* **THE PROBLEM**: Where does the string "Lama" occur in the records? Copy each line that holds it.

==============================

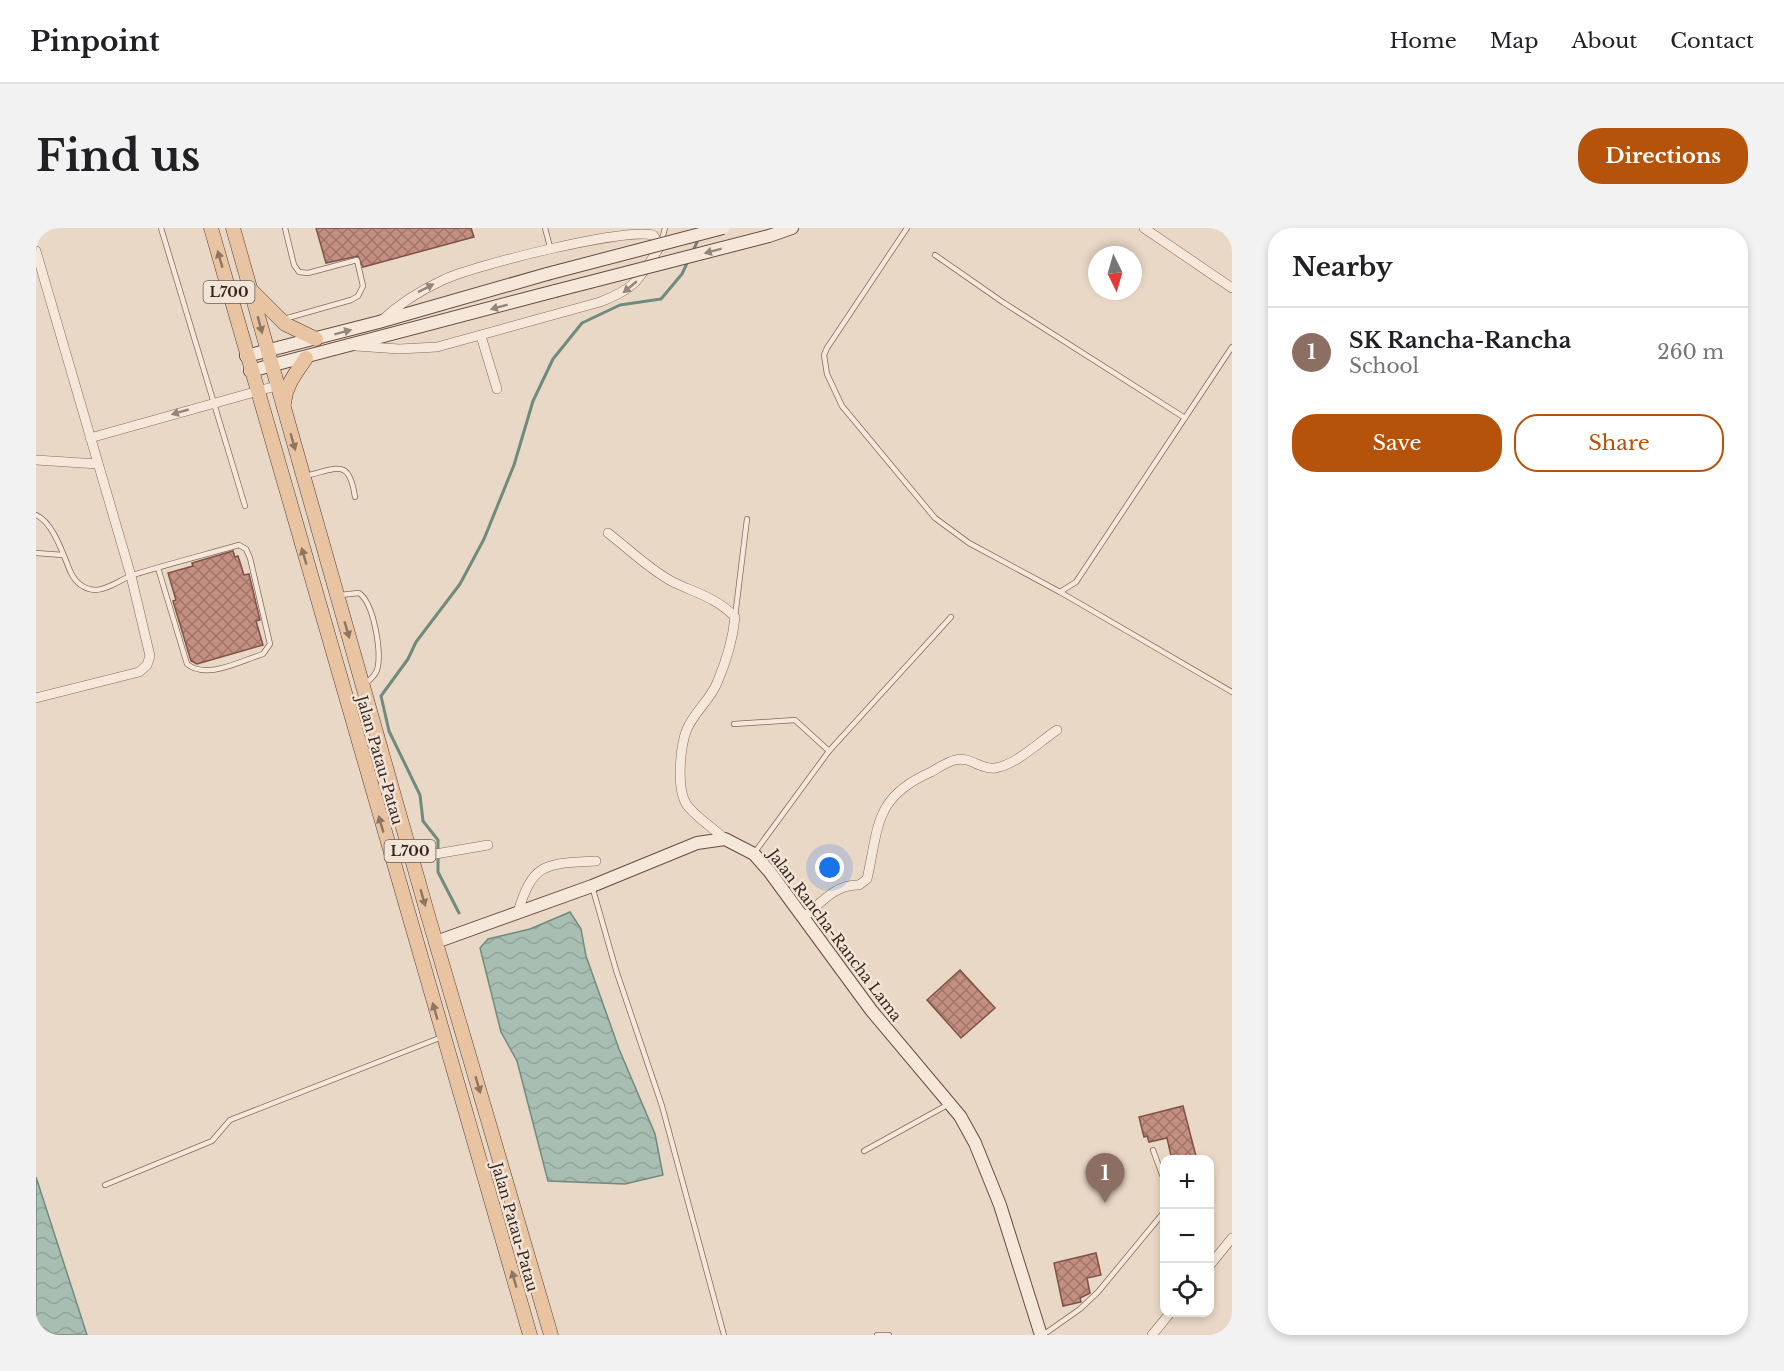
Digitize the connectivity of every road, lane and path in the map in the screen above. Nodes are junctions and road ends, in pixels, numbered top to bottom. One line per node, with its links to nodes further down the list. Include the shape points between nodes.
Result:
1 (161, 228): 32 (lane)
2 (211, 228): 25 (main road, Jalan Patau-Patau / L700, one-way to 2)
3 (232, 228): 17 (main road, Jalan Patau-Patau / L700)
4 (285, 228): 18 (lane, via 299,272 357,260 363,286 357,296)
5 (545, 228): 13 (lane)
6 (665, 228): 12 (lane)
7 (723, 228): 19 (street, bridge)
8 (792, 228): 22 (street, one-way to 22, bridge)
9 (906, 228): 48 (lane, via 826,348 827,374 847,414 935,518 969,543)
10 (1144, 228): 16 (street)
11 (647, 230): 12 (street); 13 (street)
12 (660, 246): 20 (street, one-way to 20, via 639,280 624,293)
13 (550, 247): 19 (street, one-way to 13, via 401,303 445,279)
14 (36, 251): 35 (street)
15 (935, 255): 34 (lane)
16 (1232, 288)
17 (250, 289): 18 (main road); 24 (main road, Jalan Patau-Patau / L700, one-way to 24)
18 (281, 320): 21 (main road)
19 (379, 322): 21 (street, one-way to 19)
20 (481, 336): 22 (street, via 437,347); 30 (street)
21 (316, 339): 24 (street)
22 (354, 346): 26 (street)
23 (1232, 347): 34 (lane)
24 (267, 351): 25 (street); 27 (main road, Jalan Patau-Patau / L700)
25 (246, 356): 28 (main road, Jalan Patau-Patau / L700)
26 (306, 358): 27 (street); 33 (main road, via 285,391)
27 (270, 366): 28 (street); 29 (main road, Jalan Patau-Patau / L700)
28 (250, 371): 31 (main road, Jalan Patau-Patau / L700)
29 (276, 386): 31 (street); 33 (main road, Jalan Patau-Patau / L700)
30 (497, 389)
31 (256, 391): 32 (street); 67 (main road, Jalan Patau-Patau / L700, one-way to 31)
32 (213, 403): 35 (street, one-way to 35); 40 (lane)
33 (283, 408): 38 (main road, Jalan Patau-Patau / L700, one-way to 38)
34 (1185, 418): 48 (lane, via 1076,582)
35 (90, 438): 37 (street)
36 (36, 460): 37 (street)
37 (98, 464): 47 (street)
38 (303, 477): 39 (lane, via 345,470 351,475); 49 (main road, Jalan Patau-Patau / L700)
39 (354, 497)
40 (245, 506)
41 (36, 515): 45 (lane, via 47,524)
42 (747, 519): 50 (lane)
43 (608, 533): 50 (street, via 672,581 717,602)
44 (36, 553): 45 (lane)
45 (63, 555): 47 (lane, via 75,582 84,588 102,590)
46 (158, 568): 46 (lane, via 187,664 203,672 267,650 270,644 246,549 239,545); 47 (lane)
47 (131, 576): 54 (street, via 149,642 147,665 139,672)
48 (1060, 592): 53 (lane)
49 (338, 596): 52 (main road, Jalan Patau-Patau / L700, one-way to 52); 52 (lane, via 359,593 366,598 372,619 379,657 375,673)
50 (735, 616): 58 (street, via 734,635 711,697 687,729 680,780 686,804)
51 (951, 617): 57 (lane)
52 (363, 686): 61 (main road, Jalan Patau-Patau / L700)
53 (1232, 692)
54 (36, 698)
55 (734, 724): 57 (lane, via 795,720)
56 (1057, 730): 65 (street, via 1005,765 992,769 971,760 956,759 899,789 880,815 867,879 859,885 846,884 835,890)
57 (829, 751): 60 (lane)
58 (725, 839): 60 (street, Jalan Rancha-Rancha Lama); 63 (street, via 697,843)
59 (488, 845): 61 (street)
60 (754, 854): 65 (street, Jalan Rancha-Rancha Lama)
61 (412, 858): 66 (main road, Jalan Patau-Patau / L700, one-way to 66)
62 (596, 861): 64 (street, via 561,863 540,870 525,888)
63 (592, 886): 64 (street); 79 (lane, via 662,1106)
64 (518, 912): 66 (street)
65 (803, 918): 68 (street, Jalan Rancha-Rancha Lama, via 871,1010)
66 (436, 942): 78 (main road, Jalan Patau-Patau / L700, one-way to 78)
67 (442, 1037): 72 (lane, via 230,1120 212,1141); 77 (main road, Jalan Patau-Patau / L700, one-way to 67)
68 (949, 1104): 70 (lane); 82 (street, Jalan Rancha-Rancha Lama, via 975,1143 1000,1205)
69 (1153, 1150): 71 (lane)
70 (864, 1151)
71 (1160, 1169)
72 (105, 1185)
73 (1160, 1217): 82 (lane, via 1098,1292)
74 (1232, 1238): 75 (street)
75 (1211, 1263)
76 (1167, 1317): 83 (street)
77 (530, 1335)
78 (551, 1335)
79 (724, 1335)
80 (877, 1335): 81 (lane)
81 (889, 1335)
82 (1042, 1335)
83 (1152, 1335)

==============================

* **TASK SOLUTION**:
58 (725, 839): 60 (street, Jalan Rancha-Rancha Lama); 63 (street, via 697,843)
60 (754, 854): 65 (street, Jalan Rancha-Rancha Lama)
65 (803, 918): 68 (street, Jalan Rancha-Rancha Lama, via 871,1010)
68 (949, 1104): 70 (lane); 82 (street, Jalan Rancha-Rancha Lama, via 975,1143 1000,1205)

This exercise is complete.